Lonmin Says 71% of Rights Stock Accepted as Part of Bailout Plan

  • Platinum miner gets acceptances for 19.2 billion new shares
  • HSBC, JPMorgan, Standard Bank to find buyers by Dec. 14

Lonmin Plc got acceptances for 70.93 percent of the discounted shares it offered in an underwritten sale that’s part of a plan by the world’s third-biggest producer of platinum to save itself from collapse.

Shareholders agreed to buy 19.2 billion new shares and HSBC Holdings Plc, JPMorgan Cazenove and Standard Bank Group Ltd.’s South African unit will procure subscribers for the remaining 7.8 billion by Dec. 14, Johannesburg-based Lonmin said in a statement Friday. The new securities will begin trading on the London Stock Exchange at 8 a.m. local time Friday.
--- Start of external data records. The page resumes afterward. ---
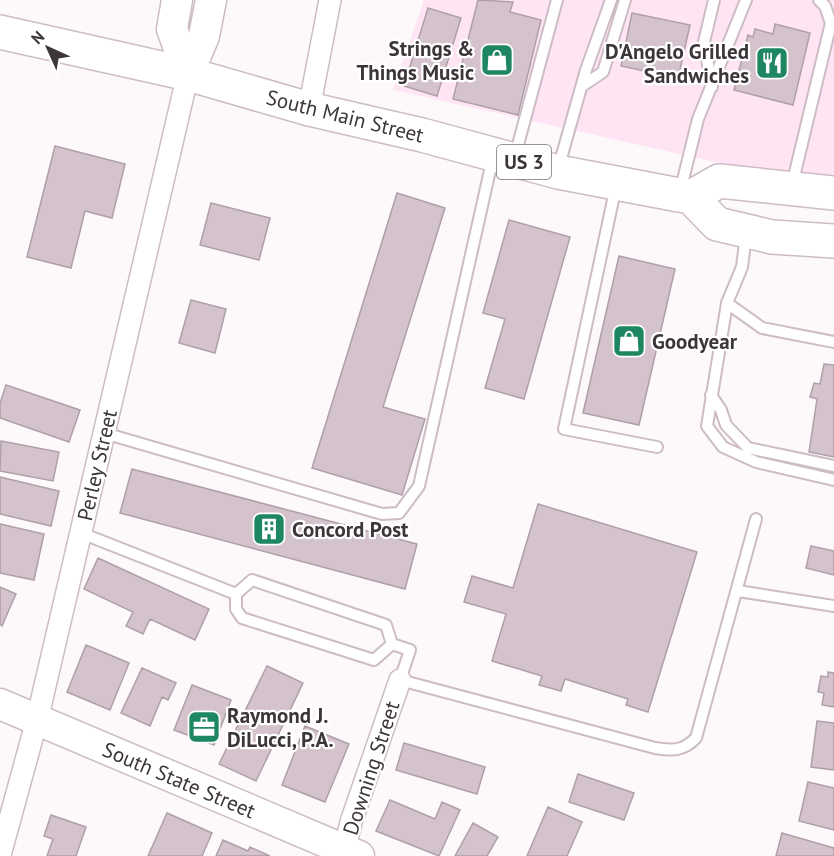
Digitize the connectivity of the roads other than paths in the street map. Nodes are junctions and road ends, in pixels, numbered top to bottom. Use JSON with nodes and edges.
{"nodes":[{"id":1,"x":177,"y":0,"type":"edge"},
{"id":2,"x":210,"y":0,"type":"edge"},
{"id":3,"x":330,"y":0,"type":"edge"},
{"id":4,"x":557,"y":0,"type":"edge"},
{"id":5,"x":603,"y":0,"type":"edge"},
{"id":6,"x":611,"y":0,"type":"edge"},
{"id":7,"x":625,"y":0,"type":"edge"},
{"id":8,"x":714,"y":0,"type":"edge"},
{"id":9,"x":746,"y":0,"type":"edge"},
{"id":10,"x":819,"y":0,"type":"edge"},
{"id":11,"x":606,"y":13,"type":"junction"},
{"id":12,"x":0,"y":32,"type":"edge"},
{"id":13,"x":188,"y":74,"type":"junction"},
{"id":14,"x":582,"y":86,"type":"junction"},
{"id":15,"x":712,"y":87,"type":"junction"},
{"id":16,"x":309,"y":109,"type":"junction"},
{"id":17,"x":504,"y":157,"type":"junction"},
{"id":18,"x":558,"y":172,"type":"junction"},
{"id":19,"x":617,"y":183,"type":"junction"},
{"id":20,"x":791,"y":188,"type":"junction"},
{"id":21,"x":834,"y":193,"type":"edge"},
{"id":22,"x":685,"y":196,"type":"junction"},
{"id":23,"x":759,"y":234,"type":"junction"},
{"id":24,"x":834,"y":241,"type":"edge"},
{"id":25,"x":834,"y":264,"type":"edge"},
{"id":26,"x":727,"y":303,"type":"junction"},
{"id":27,"x":834,"y":342,"type":"edge"},
{"id":28,"x":711,"y":395,"type":"junction"},
{"id":29,"x":104,"y":433,"type":"junction"},
{"id":30,"x":657,"y":447,"type":"dead end"},
{"id":31,"x":834,"y":466,"type":"edge"},
{"id":32,"x":834,"y":480,"type":"edge"},
{"id":33,"x":756,"y":519,"type":"dead end"},
{"id":34,"x":81,"y":532,"type":"junction"},
{"id":35,"x":738,"y":591,"type":"junction"},
{"id":36,"x":236,"y":594,"type":"junction"},
{"id":37,"x":834,"y":606,"type":"edge"},
{"id":38,"x":392,"y":644,"type":"junction"},
{"id":39,"x":400,"y":680,"type":"junction"},
{"id":40,"x":0,"y":704,"type":"edge"},
{"id":41,"x":37,"y":720,"type":"junction"},
{"id":42,"x":349,"y":854,"type":"edge"},
{"id":43,"x":0,"y":855,"type":"edge"}],
"edges":[{"from":1,"to":13,"type":"street"},
{"from":2,"to":13,"type":"street"},
{"from":3,"to":16,"type":"street"},
{"from":4,"to":17,"type":"lane"},
{"from":5,"to":11,"type":"lane"},
{"from":6,"to":11,"type":"lane"},
{"from":7,"to":14,"type":"lane"},
{"from":8,"to":15,"type":"lane"},
{"from":9,"to":15,"type":"lane"},
{"from":10,"to":20,"type":"lane"},
{"from":11,"to":14,"type":"lane"},
{"from":12,"to":13,"type":"main road","name":"South Main Street","number":"US 3"},
{"from":13,"to":16,"type":"main road","name":"South Main Street","number":"US 3"},
{"from":13,"to":29,"type":"street","name":"Perley Street"},
{"from":14,"to":18,"type":"lane"},
{"from":15,"to":22,"type":"lane"},
{"from":16,"to":17,"type":"main road","name":"South Main Street","number":"US 3"},
{"from":17,"to":18,"type":"main road","name":"South Main Street","number":"US 3"},
{"from":17,"to":29,"type":"lane"},
{"from":18,"to":19,"type":"main road","name":"South Main Street","number":"US 3"},
{"from":19,"to":22,"type":"main road","name":"South Main Street","number":"US 3"},
{"from":19,"to":30,"type":"lane"},
{"from":20,"to":21,"type":"main road"},
{"from":20,"to":22,"type":"main road"},
{"from":22,"to":23,"type":"main road"},
{"from":23,"to":24,"type":"main road"},
{"from":23,"to":25,"type":"main road"},
{"from":23,"to":26,"type":"lane"},
{"from":26,"to":27,"type":"lane"},
{"from":26,"to":28,"type":"lane"},
{"from":28,"to":31,"type":"lane"},
{"from":28,"to":32,"type":"lane"},
{"from":29,"to":34,"type":"street","name":"Perley Street"},
{"from":33,"to":35,"type":"lane"},
{"from":34,"to":36,"type":"lane"},
{"from":34,"to":41,"type":"street","name":"Perley Street"},
{"from":35,"to":37,"type":"lane"},
{"from":35,"to":39,"type":"lane"},
{"from":36,"to":38,"type":"lane"},
{"from":36,"to":38,"type":"lane"},
{"from":38,"to":39,"type":"lane"},
{"from":39,"to":42,"type":"street","name":"Downing Street"},
{"from":40,"to":41,"type":"street","name":"South State Street"},
{"from":41,"to":42,"type":"street","name":"South State Street"},
{"from":41,"to":43,"type":"street","name":"Perley Street"}]}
“To the extent that subscribers cannot be procured on the basis outlined above, the relevant new shares will be subscribed for by HSBC, JPMorgan Cazenove and Standard Bank,” Lonmin said.

The producer is selling $407 million of shares at a 94 percent discount to the market price before the offer was announced as it seeks to bolster its balance sheet amid at platinum price that’s down 29 percent this year. The company has been plagued by rising costs and discontent among its labor force, which went on a record-long five-month strike in 2014.

The stock is down 95 percent this year and yesterday climbed 2 percent to 1.03 pence in London.

Lonmin raised about $457 million from shareholders in 2009 and a further $817 million in 2012, after police opened fire on striking miners near one of the producer’s shaft in Marikana. At least 44 people were killed.